The government invested about S$500 million in its Biopolis biomedical research hub after attracting drugmakers including Pfizer Inc. and Novartis AG. It cut corporate tax rates by nine percentage points since 2000 to 17 percent, compared with 25 percent in Malaysia.

BNP Paribas has a “buy” recommendation on Keppel Corp. and SembCorp Marine Ltd., the world’s biggest builders of oil rigs and two of the companies the government backed to propagate its industrial policy. Singapore Technologies Engineering Ltd., Asia’s biggest aircraft-maintenance company, was rated a “buy” by Deutsche Bank AG.

Singapore was kicked out of the union partly because Lee opposed Malaysia’s affirmative-action policy, which provides special rights to the ethnic Malay majority. While Malaysian Prime Minister Najib Razak has pledged to roll back key policies of ethnic favoritism, he told UMNO’s 61st General Assembly last month that the “social contract” that gives benefits to the Malays cannot be repealed.

Najib’s Plan

“Singapore will overtake Malaysia because its focus is just on economic growth,” Mahathir, Malaysia’s prime minister from 1981 to 2003, said in an e-mailed response to questions. “There is no social restructuring goal such as fair distribution of wealth between races as we have in Malaysia.”

Najib is trying to return the Malaysian economy to the levels of growth that boosted stock prices almost fivefold in the decade through 1996. He set a goal of tripling gross national income to 1.7 trillion ringgit ($550 billion) in 2020, from 600 billion ringgit in 2009 and creating 3.3 million jobs.

His government unveiled an economic transformation program in September aimed at attracting investment, including $444 billion of programs this decade ranging from mass rail to nuclear power, led by private and government-linked companies. Najib is also taking steps to bolster the talent base, including plans for a teaching hospital with courses by Baltimore-based Johns Hopkins University and a new corporation tasked with luring back skilled Malaysians from overseas.

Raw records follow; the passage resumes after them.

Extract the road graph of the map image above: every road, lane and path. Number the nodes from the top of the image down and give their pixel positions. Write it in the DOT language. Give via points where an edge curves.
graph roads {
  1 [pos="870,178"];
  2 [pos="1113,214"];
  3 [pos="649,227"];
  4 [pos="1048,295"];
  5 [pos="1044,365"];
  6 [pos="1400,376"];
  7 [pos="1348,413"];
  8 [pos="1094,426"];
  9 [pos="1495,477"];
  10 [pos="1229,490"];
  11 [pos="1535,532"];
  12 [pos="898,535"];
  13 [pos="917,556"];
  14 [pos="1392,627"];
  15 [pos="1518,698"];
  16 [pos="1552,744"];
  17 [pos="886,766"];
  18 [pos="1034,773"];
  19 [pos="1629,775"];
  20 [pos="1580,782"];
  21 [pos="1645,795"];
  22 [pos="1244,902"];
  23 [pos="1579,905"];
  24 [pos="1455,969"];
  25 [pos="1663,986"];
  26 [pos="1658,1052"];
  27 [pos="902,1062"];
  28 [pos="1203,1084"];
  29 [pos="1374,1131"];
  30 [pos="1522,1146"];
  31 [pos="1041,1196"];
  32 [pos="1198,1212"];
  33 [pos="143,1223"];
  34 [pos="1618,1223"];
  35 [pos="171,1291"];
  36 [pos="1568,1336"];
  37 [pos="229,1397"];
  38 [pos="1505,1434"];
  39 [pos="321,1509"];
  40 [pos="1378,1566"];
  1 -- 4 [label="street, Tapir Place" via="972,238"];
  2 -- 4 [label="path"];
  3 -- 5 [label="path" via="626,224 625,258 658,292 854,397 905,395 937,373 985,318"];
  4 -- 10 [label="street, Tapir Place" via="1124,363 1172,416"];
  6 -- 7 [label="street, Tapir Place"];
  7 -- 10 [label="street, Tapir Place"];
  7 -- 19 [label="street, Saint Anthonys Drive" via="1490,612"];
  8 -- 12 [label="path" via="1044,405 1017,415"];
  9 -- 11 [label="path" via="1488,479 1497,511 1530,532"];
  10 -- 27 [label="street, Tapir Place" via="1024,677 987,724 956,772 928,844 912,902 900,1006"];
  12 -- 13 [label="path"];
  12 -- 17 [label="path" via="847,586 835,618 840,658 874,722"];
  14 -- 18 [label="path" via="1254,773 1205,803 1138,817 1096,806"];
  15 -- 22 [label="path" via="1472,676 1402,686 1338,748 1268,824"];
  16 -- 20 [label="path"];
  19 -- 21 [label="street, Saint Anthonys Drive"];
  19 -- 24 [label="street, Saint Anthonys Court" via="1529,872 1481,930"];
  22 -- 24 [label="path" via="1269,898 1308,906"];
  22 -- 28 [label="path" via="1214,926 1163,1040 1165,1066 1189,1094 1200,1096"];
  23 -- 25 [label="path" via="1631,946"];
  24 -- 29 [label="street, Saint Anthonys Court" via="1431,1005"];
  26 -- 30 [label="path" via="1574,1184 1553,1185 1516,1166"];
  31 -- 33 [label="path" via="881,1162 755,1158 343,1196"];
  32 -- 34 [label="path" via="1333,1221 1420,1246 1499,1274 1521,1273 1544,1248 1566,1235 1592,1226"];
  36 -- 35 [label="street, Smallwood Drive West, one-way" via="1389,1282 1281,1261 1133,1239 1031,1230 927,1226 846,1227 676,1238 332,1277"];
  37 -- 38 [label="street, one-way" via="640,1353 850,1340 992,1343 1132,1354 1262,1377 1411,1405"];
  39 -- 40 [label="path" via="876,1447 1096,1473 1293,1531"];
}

About 350,000 to 400,000 Malaysian citizens work in Singapore, including 150,000 who commute daily via buses and motorcycles to jobs in the city-state’s factories, kitchens and offices.
Export Model

“Singapore followed the export-led industrialization model to become a base for foreign manufacturers,” said Lee of the Institute of Southeast Asian Studies. “The main model for Malaysia for a number of years was import-substitution where it protected certain industries. That created inertia.”

Lee, a 52-year-old Malaysian who studied and lived overseas for more than 30 years, said he plans to return to live in Malaysia only when he retires.

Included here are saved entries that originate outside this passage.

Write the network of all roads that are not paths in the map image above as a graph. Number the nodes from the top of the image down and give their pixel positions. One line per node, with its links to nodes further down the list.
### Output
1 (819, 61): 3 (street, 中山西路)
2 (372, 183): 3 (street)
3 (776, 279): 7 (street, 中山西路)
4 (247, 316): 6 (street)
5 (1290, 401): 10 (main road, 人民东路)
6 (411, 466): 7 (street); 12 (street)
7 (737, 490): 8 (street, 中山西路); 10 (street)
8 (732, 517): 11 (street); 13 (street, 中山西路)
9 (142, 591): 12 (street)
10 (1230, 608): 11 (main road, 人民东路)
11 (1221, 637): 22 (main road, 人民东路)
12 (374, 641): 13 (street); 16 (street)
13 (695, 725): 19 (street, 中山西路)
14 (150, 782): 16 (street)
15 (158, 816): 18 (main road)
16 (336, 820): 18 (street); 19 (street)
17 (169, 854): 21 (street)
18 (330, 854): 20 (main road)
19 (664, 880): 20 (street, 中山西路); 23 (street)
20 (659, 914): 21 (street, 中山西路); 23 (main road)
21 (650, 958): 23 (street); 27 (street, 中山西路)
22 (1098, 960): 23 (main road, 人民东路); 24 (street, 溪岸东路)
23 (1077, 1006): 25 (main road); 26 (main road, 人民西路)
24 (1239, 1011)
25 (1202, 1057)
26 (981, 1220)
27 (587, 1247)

Singapore beat 182 economies to take first place in the World Bank’s annual ranking of business conditions, which looks at property rights, taxes, access to credit, labor laws and regulations on customs and licenses. Malaysia climbed two steps to 21st, according to the Nov. 4 report.

Mercer Consulting ranked Singapore as Asia’s most livable city in May, even as it lags behind Hong Kong on measurements of personal freedom and media censorship. The government says restrictions on public assembly and speeches are necessary to maintain social and religious harmony among its 5 million people. The city was wracked by violence between ethnic Malays and Chinese in the 1960s.

The country must keep innovating to stay ahead, said Tomo Kinoshita, deputy head of Asia economics research at Nomura Holdings Inc. in Hong Kong.

“Singapore must keep searching for new markets,” Kinoshita said. “Less developed Asian countries are all growing quickly and trying to catch up.”